CN100453646C - A gene sequence of β-mannanase and preparation of its encoded recombinase - Google Patents

Abstract

The invention discloses an alkaline β-mannanase gene (β-mannanase gene) obtained from total DNA of alkaliphilic Bacillus N16-5 and a preparation method thereof, constructs a prokaryotic expression plasmid, and transforms Escherichia coli to express β-mannanase. According to the comparison of nucleotide sequence and amino acid sequence, the enzyme is a new type of β-mannanase. A series of oligosaccharides are produced by hydrolyzing konjac powder with this enzyme, and the total conversion rate of oligosaccharides is over 80%. The manno-oligosaccharides produced thus have important application value in functional foods.

Description

A gene sequence of β-mannanase and preparation of its encoded recombinase

The invention relates to a gene sequence of β-mannanase, the preparation of the recombinant enzyme coded by the gene and the product containing the enzyme. Specifically, the present invention relates to a β-mannanase DNA molecule encoding alkaliphilic Bacillus (alkaliphilic Bacillus) N16-5, a recombinant plasmid containing the enzyme gene and a recombinant bacterial strain expressing the corresponding enzyme.
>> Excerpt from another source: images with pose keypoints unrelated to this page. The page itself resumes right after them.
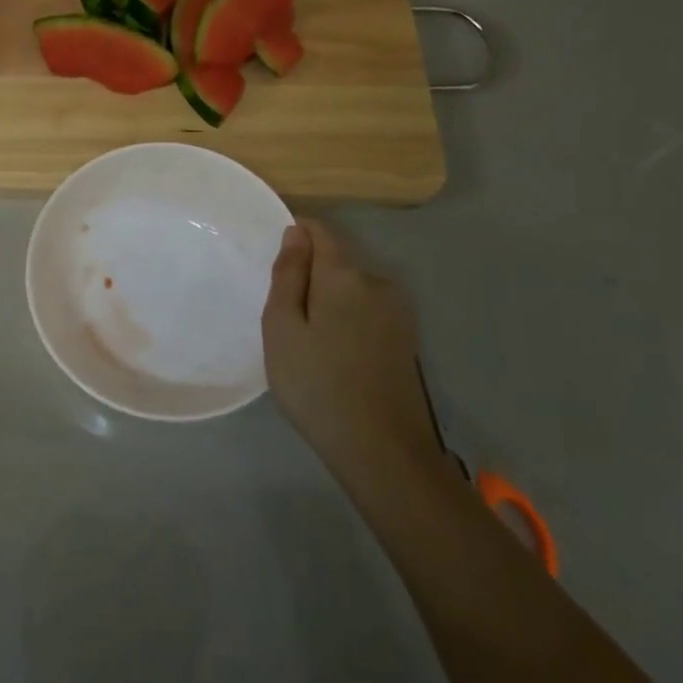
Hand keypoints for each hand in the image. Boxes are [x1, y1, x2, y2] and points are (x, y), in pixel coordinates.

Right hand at [262, 219, 446, 486]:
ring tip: (309, 344)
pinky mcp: (406, 339)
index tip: (276, 266)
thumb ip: (288, 274)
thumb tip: (296, 232)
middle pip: (337, 261)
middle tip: (285, 320)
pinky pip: (367, 312)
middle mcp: (378, 283)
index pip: (321, 231)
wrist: (382, 450)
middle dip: (310, 276)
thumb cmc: (317, 385)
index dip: (296, 235)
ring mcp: (398, 312)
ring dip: (329, 301)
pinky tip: (336, 357)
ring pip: (352, 288)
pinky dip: (347, 321)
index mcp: (345, 275)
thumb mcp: (282, 328)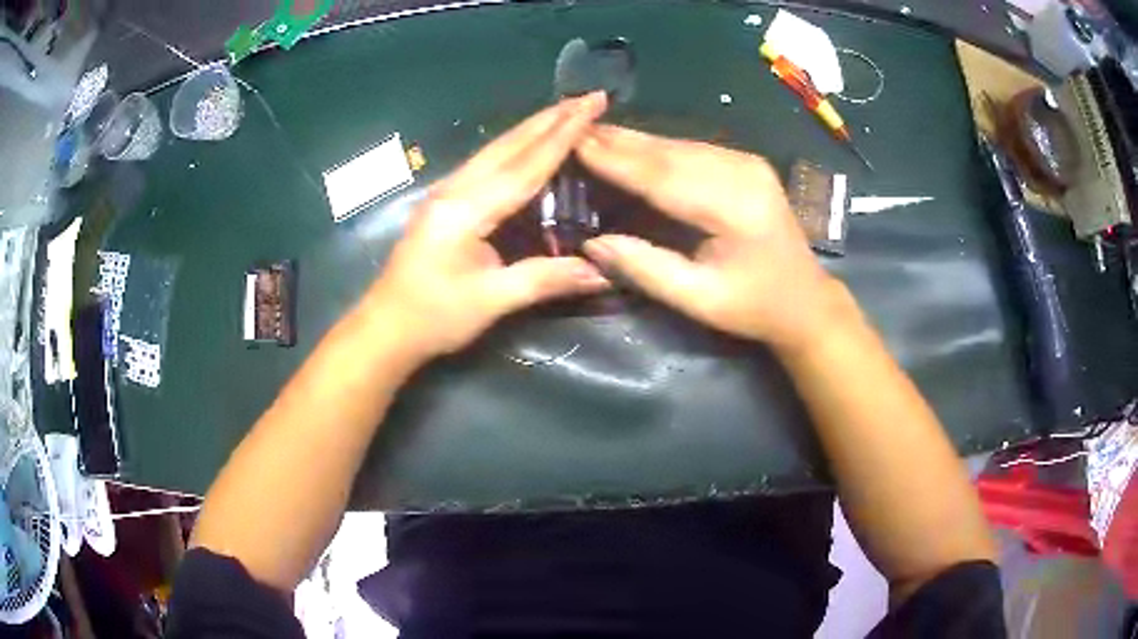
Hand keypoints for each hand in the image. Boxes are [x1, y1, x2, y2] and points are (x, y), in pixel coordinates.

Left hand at [366, 94, 610, 361]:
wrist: (385, 329)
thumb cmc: (433, 317)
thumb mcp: (491, 301)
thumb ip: (546, 280)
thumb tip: (603, 273)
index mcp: (466, 208)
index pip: (526, 164)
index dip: (563, 134)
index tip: (592, 104)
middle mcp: (455, 189)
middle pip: (509, 145)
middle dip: (551, 118)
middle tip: (588, 97)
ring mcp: (446, 193)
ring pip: (496, 150)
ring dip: (534, 128)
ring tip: (567, 112)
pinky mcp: (445, 203)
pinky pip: (487, 164)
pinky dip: (517, 148)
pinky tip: (531, 145)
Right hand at [578, 125, 847, 351]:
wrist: (805, 299)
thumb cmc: (753, 307)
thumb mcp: (699, 299)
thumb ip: (646, 269)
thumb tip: (592, 243)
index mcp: (734, 208)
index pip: (662, 176)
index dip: (615, 161)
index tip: (573, 144)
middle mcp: (742, 173)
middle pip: (669, 152)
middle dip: (618, 141)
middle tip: (573, 130)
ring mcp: (747, 164)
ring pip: (679, 145)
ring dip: (635, 140)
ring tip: (593, 133)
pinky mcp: (746, 164)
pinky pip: (693, 149)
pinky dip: (658, 147)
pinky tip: (632, 144)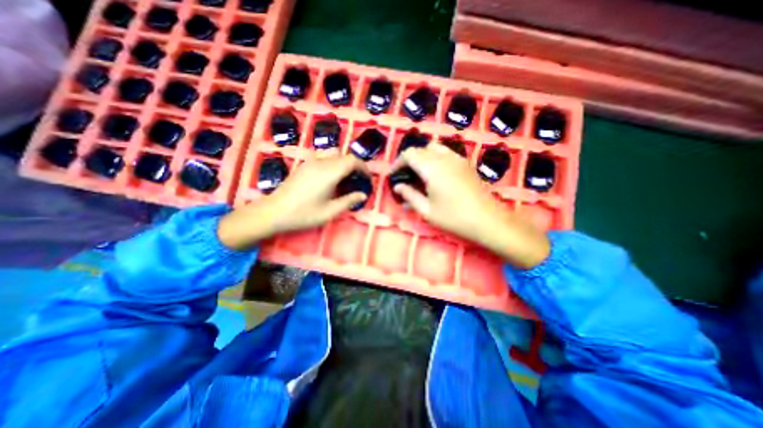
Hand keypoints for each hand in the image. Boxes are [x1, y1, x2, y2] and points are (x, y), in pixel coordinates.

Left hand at [217, 152, 370, 250]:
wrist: (274, 212)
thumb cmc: (303, 214)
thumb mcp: (329, 212)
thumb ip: (348, 201)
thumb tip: (362, 195)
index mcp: (329, 173)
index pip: (352, 161)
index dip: (363, 168)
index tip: (367, 179)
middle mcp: (321, 162)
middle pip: (344, 156)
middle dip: (355, 166)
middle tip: (358, 181)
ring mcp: (311, 162)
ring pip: (334, 155)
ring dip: (344, 163)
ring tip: (345, 179)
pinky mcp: (304, 165)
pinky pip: (324, 158)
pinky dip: (333, 164)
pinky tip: (330, 179)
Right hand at [394, 146, 548, 268]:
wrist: (488, 220)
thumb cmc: (454, 218)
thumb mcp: (427, 210)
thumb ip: (410, 195)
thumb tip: (398, 187)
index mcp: (432, 168)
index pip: (409, 154)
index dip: (398, 163)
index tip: (393, 175)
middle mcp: (444, 158)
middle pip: (421, 149)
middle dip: (409, 160)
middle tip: (405, 176)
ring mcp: (457, 159)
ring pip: (434, 148)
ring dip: (422, 157)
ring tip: (419, 173)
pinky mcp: (466, 164)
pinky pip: (446, 153)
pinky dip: (435, 158)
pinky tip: (436, 174)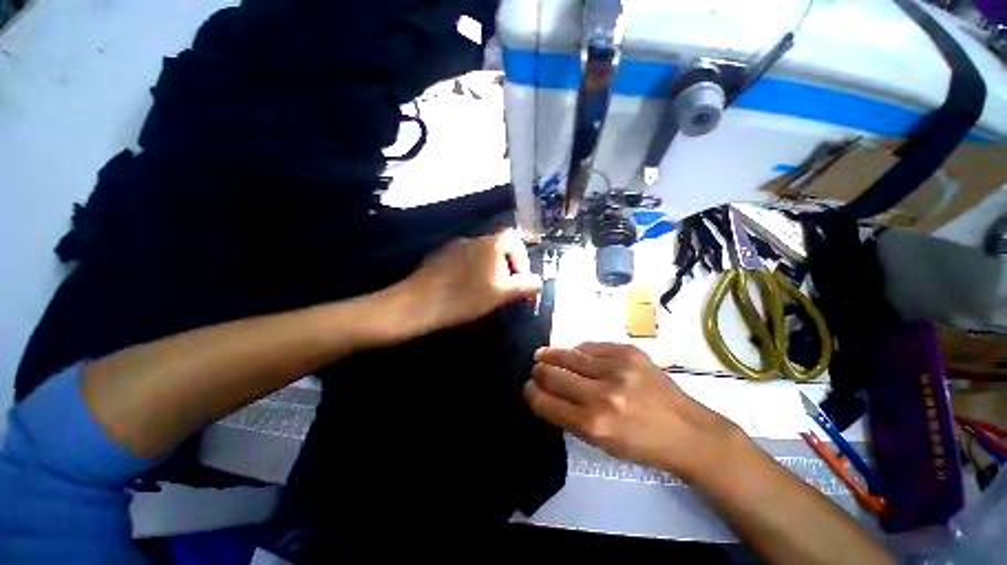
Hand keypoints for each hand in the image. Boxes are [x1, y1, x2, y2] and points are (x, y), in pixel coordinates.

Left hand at [397, 229, 541, 334]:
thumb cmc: (465, 297)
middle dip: (504, 267)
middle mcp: (473, 238)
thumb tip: (539, 282)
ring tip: (482, 292)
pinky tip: (462, 289)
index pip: (514, 239)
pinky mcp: (438, 257)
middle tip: (501, 289)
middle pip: (497, 247)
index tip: (518, 279)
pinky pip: (462, 260)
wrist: (418, 303)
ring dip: (486, 270)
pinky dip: (469, 271)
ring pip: (479, 255)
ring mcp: (453, 246)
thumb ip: (525, 286)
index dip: (521, 258)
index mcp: (490, 243)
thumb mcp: (501, 294)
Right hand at [524, 342, 744, 479]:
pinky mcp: (629, 352)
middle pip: (553, 375)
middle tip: (535, 368)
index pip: (546, 402)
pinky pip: (591, 346)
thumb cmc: (642, 444)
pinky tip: (576, 353)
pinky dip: (580, 351)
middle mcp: (602, 394)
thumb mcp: (601, 442)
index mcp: (593, 424)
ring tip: (543, 354)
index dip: (531, 393)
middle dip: (538, 372)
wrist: (688, 431)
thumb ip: (570, 416)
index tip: (527, 387)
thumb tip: (546, 391)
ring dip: (552, 354)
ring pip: (569, 354)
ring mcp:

β-mannanase (β-mannanase, EC 3.2.1.78) is a hemicellulase that can hydrolyze plant polysaccharides such as mannan, glucomannan, galactomannan and galactoglucomannan (See Tipdon, R.S. et al.: Advances in Carbohydrate Chemistry and Biochemistry, 32:299-316, Academic Press, New York, 1976.). Mannan is a relatively abundant hemicellulose resource in nature, second only to cellulose in quantity. Leguminous plant seeds, conifer wood, green coffee beans, etc. all contain a large amount of mannan, and some plant gums, such as tianqing gum, carob gum, konjac powder, etc., are almost entirely composed of galactose or glucose and mannose mannan. The use of β-mannanase to further process and comprehensively utilize the above-mentioned plant materials has great application potential, especially in food and medicine, because β-mannanase can degrade plant mannan Mannan oligosaccharides can promote the growth and development of human intestinal normal flora (see Akino, T. et al.: Agric. Biol. Chem., 52: 773-779, 1988), which can improve human body Fitness level matters.
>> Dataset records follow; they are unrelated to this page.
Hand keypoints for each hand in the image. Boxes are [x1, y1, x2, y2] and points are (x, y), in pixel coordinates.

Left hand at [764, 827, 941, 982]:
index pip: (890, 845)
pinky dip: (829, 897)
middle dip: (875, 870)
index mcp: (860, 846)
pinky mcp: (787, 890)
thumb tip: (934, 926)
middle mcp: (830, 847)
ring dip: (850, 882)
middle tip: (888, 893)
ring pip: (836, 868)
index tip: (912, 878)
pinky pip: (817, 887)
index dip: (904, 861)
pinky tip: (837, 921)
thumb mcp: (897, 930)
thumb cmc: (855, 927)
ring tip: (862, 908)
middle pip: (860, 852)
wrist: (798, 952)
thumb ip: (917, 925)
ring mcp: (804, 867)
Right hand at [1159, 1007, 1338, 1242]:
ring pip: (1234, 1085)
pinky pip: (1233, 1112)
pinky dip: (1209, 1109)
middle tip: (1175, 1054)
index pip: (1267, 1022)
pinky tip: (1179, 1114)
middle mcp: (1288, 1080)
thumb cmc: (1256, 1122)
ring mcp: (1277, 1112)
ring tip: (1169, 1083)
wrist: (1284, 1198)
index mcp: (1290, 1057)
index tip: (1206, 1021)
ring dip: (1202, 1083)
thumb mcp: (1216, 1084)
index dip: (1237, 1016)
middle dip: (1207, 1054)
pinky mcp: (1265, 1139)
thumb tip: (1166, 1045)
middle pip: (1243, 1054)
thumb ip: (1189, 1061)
β-mannanase has been isolated from organisms of different origins, such as Bacillus, Aeromonas, Xanthomonas, Clostridium, Penicillium, Trichoderma, and Streptomyces, etc. ⁽⁷⁾ . The starting point of relevant patents and documents is mainly to deal with hemicellulose in the paper industry (seeing Buchert et al.: USP5,661,021 Aug.26,1997; Ratto, M.et al.: Biotechnol.Letters, 10:661-664 , 1988; and Christgau et al.USP5,795,764 Aug.18, 1998), there is not yet a kind of β-mannanase product suitable for the production of mannan oligosaccharides, and its main problem is that the enzyme activity is complex and the substrate level is low, Directly affect the yield and yield of mannan oligosaccharides. The hydrolysis reaction of plant mannan by β-mannanase is carried out under alkaline conditions, which can increase the swelling property of hemicellulose in water, thereby facilitating the action of the enzyme. The optimum pH of the currently known microbial β-mannanase is generally in the acidic or neutral range. The facultative alkalophilic Bacillus AM001 studied in Japan has an optimum pH of 8.5-9.0, and attempts to enzymatically process mannan oligosaccharides Production, the conversion rate of mannan oligosaccharides is 29%. In addition, there are many patents and literature reports on mannanase genes in recent years (see USP5,661,021 and USP5,795,764), but there are few reports on alkaliphilic alkaline β-mannanase genes.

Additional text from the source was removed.